→ **Records to process**
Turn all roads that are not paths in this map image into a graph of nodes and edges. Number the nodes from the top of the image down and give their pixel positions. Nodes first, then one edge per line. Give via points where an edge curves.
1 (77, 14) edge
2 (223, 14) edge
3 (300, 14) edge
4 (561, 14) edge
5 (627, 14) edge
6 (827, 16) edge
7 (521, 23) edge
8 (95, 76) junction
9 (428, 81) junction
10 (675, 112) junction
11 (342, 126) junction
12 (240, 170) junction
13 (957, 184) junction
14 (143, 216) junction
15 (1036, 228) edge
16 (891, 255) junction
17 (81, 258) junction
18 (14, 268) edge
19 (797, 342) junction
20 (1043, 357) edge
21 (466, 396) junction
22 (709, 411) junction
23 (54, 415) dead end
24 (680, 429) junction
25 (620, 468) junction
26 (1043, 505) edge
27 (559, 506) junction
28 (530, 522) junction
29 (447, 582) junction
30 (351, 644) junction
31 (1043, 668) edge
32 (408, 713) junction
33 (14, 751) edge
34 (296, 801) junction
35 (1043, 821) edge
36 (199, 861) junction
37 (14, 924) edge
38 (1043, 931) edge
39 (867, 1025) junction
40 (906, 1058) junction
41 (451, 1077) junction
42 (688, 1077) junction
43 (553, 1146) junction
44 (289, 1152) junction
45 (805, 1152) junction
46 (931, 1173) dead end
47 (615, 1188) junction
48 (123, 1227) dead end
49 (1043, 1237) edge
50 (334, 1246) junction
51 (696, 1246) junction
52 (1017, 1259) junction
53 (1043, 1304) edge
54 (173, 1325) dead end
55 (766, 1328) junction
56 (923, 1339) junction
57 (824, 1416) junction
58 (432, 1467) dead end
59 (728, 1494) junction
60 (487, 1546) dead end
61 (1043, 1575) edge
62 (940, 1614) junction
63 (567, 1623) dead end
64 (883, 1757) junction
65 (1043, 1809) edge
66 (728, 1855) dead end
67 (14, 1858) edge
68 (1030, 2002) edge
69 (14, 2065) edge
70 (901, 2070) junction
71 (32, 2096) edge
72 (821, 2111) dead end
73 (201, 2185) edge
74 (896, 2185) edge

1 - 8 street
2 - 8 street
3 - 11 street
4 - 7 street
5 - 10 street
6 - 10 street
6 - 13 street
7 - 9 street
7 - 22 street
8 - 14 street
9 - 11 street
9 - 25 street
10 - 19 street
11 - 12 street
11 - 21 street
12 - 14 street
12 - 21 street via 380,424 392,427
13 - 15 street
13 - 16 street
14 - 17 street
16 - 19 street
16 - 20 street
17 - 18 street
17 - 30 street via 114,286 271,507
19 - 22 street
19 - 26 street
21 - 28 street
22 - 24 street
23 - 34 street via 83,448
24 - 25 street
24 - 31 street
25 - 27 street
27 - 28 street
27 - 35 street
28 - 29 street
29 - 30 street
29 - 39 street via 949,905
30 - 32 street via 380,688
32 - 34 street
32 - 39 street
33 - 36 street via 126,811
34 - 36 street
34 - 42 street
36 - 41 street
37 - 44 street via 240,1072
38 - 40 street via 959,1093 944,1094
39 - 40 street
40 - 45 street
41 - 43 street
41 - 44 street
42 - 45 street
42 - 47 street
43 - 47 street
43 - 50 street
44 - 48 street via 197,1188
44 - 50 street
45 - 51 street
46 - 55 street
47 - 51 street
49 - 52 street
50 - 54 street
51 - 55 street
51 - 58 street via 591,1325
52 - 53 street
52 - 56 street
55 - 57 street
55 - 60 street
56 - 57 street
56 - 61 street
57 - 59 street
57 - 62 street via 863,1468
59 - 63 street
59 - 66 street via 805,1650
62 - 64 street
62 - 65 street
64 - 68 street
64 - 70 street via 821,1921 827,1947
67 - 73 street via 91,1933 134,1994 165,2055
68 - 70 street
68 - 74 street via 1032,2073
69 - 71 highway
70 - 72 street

→ **What to produce**
Set down the records above once more, exactly as they stand.

→ **Answer section**
Turn all roads that are not paths in this map image into a graph of nodes and edges. Number the nodes from the top of the image down and give their pixel positions. Nodes first, then one edge per line. Give via points where an edge curves.
1 (77, 14) edge
2 (223, 14) edge
3 (300, 14) edge
4 (561, 14) edge
5 (627, 14) edge
6 (827, 16) edge
7 (521, 23) edge
8 (95, 76) junction
9 (428, 81) junction
10 (675, 112) junction
11 (342, 126) junction
12 (240, 170) junction
13 (957, 184) junction
14 (143, 216) junction
15 (1036, 228) edge
16 (891, 255) junction
17 (81, 258) junction
18 (14, 268) edge
19 (797, 342) junction
20 (1043, 357) edge
21 (466, 396) junction
22 (709, 411) junction
23 (54, 415) dead end
24 (680, 429) junction
25 (620, 468) junction
26 (1043, 505) edge
27 (559, 506) junction
28 (530, 522) junction
29 (447, 582) junction
30 (351, 644) junction
31 (1043, 668) edge
32 (408, 713) junction
33 (14, 751) edge
34 (296, 801) junction
35 (1043, 821) edge
36 (199, 861) junction
37 (14, 924) edge
38 (1043, 931) edge
39 (867, 1025) junction
40 (906, 1058) junction
41 (451, 1077) junction
42 (688, 1077) junction
43 (553, 1146) junction
44 (289, 1152) junction
45 (805, 1152) junction
46 (931, 1173) dead end
47 (615, 1188) junction
48 (123, 1227) dead end
49 (1043, 1237) edge
50 (334, 1246) junction
51 (696, 1246) junction
52 (1017, 1259) junction
53 (1043, 1304) edge
54 (173, 1325) dead end
55 (766, 1328) junction
56 (923, 1339) junction
57 (824, 1416) junction
58 (432, 1467) dead end
59 (728, 1494) junction
60 (487, 1546) dead end
61 (1043, 1575) edge
62 (940, 1614) junction
63 (567, 1623) dead end
64 (883, 1757) junction
65 (1043, 1809) edge
66 (728, 1855) dead end
67 (14, 1858) edge
68 (1030, 2002) edge
69 (14, 2065) edge
70 (901, 2070) junction
71 (32, 2096) edge
72 (821, 2111) dead end
73 (201, 2185) edge
74 (896, 2185) edge

1 - 8 street
2 - 8 street
3 - 11 street
4 - 7 street
5 - 10 street
6 - 10 street
6 - 13 street
7 - 9 street
7 - 22 street
8 - 14 street
9 - 11 street
9 - 25 street
10 - 19 street
11 - 12 street
11 - 21 street
12 - 14 street
12 - 21 street via 380,424 392,427
13 - 15 street
13 - 16 street
14 - 17 street
16 - 19 street
16 - 20 street
17 - 18 street
17 - 30 street via 114,286 271,507
19 - 22 street
19 - 26 street
21 - 28 street
22 - 24 street
23 - 34 street via 83,448
24 - 25 street
24 - 31 street
25 - 27 street
27 - 28 street
27 - 35 street
28 - 29 street
29 - 30 street
29 - 39 street via 949,905
30 - 32 street via 380,688
32 - 34 street
32 - 39 street
33 - 36 street via 126,811
34 - 36 street
34 - 42 street
36 - 41 street
37 - 44 street via 240,1072
38 - 40 street via 959,1093 944,1094
39 - 40 street
40 - 45 street
41 - 43 street
41 - 44 street
42 - 45 street
42 - 47 street
43 - 47 street
43 - 50 street
44 - 48 street via 197,1188
44 - 50 street
45 - 51 street
46 - 55 street
47 - 51 street
49 - 52 street
50 - 54 street
51 - 55 street
51 - 58 street via 591,1325
52 - 53 street
52 - 56 street
55 - 57 street
55 - 60 street
56 - 57 street
56 - 61 street
57 - 59 street
57 - 62 street via 863,1468
59 - 63 street
59 - 66 street via 805,1650
62 - 64 street
62 - 65 street
64 - 68 street
64 - 70 street via 821,1921 827,1947
67 - 73 street via 91,1933 134,1994 165,2055
68 - 70 street
68 - 74 street via 1032,2073
69 - 71 highway
70 - 72 street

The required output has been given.